Ultrafast mass spectrometry based bioanalytical method for digoxin supporting an in vitro P-glycoprotein (P-gp) inhibition screen

The evaluation of interactions between drug candidates and transporters such as P‐glycoprotein (P‐gp) has gained considerable interest in drug discovery and development. Inhibition of P‐gp can be assessed by performing bi‐directional permeability studies with in vitro P‐gp‐expressing cellular model systems such as Caco‐2 (human colon carcinoma) cells, using digoxin as a substrate probe. Existing methodologies include either assaying 3H‐digoxin with liquid scintillation counting (LSC) detection or assaying non‐labeled digoxin with liquid chromatography–tandem mass spectrometric (LC‐MS/MS) analysis at a speed of several minutes per sample.

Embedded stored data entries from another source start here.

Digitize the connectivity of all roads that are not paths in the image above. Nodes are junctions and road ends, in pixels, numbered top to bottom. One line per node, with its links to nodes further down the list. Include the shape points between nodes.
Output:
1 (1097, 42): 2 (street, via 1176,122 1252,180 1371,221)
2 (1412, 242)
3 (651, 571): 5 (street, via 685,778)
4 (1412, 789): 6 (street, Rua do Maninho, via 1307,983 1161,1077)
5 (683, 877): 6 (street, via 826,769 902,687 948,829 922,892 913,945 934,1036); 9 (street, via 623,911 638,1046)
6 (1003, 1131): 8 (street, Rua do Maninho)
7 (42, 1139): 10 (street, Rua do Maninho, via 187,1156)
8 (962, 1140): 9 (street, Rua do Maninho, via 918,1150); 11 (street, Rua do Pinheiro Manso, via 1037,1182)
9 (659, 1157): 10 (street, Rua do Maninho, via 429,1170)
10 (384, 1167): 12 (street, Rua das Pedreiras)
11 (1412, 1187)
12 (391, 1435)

However, it is not feasible to achieve a throughput high enough using these approaches to sustain an early liability screen that generates more than a thousand samples on a daily basis. To address this challenge, we developed an ultrafast (9 s per sample) bioanalytical method for digoxin analysis using RapidFire™, an on‐line solid‐phase extraction (SPE) system, with MS/MS detection. A stable isotope labeled analog, d3‐digoxin, was used as internal standard to minimize potential ionization matrix effect during the RF‐MS/MS analysis. The RF‐MS/MS method was more than 16 times faster than the LC‐MS/MS method but demonstrated similar sensitivity, selectivity, reproducibility, linearity and robustness. P‐gp inhibition results of multiple validation compounds obtained with this RF‐MS/MS method were in agreement with those generated by both the LC‐MS/MS method and the 3H‐radiolabel assay. This method has been successfully deployed to assess P‐gp inhibition potential as an important early liability screen for drug–transporter interaction. Copyright © 2011 John Wiley & Sons, Ltd.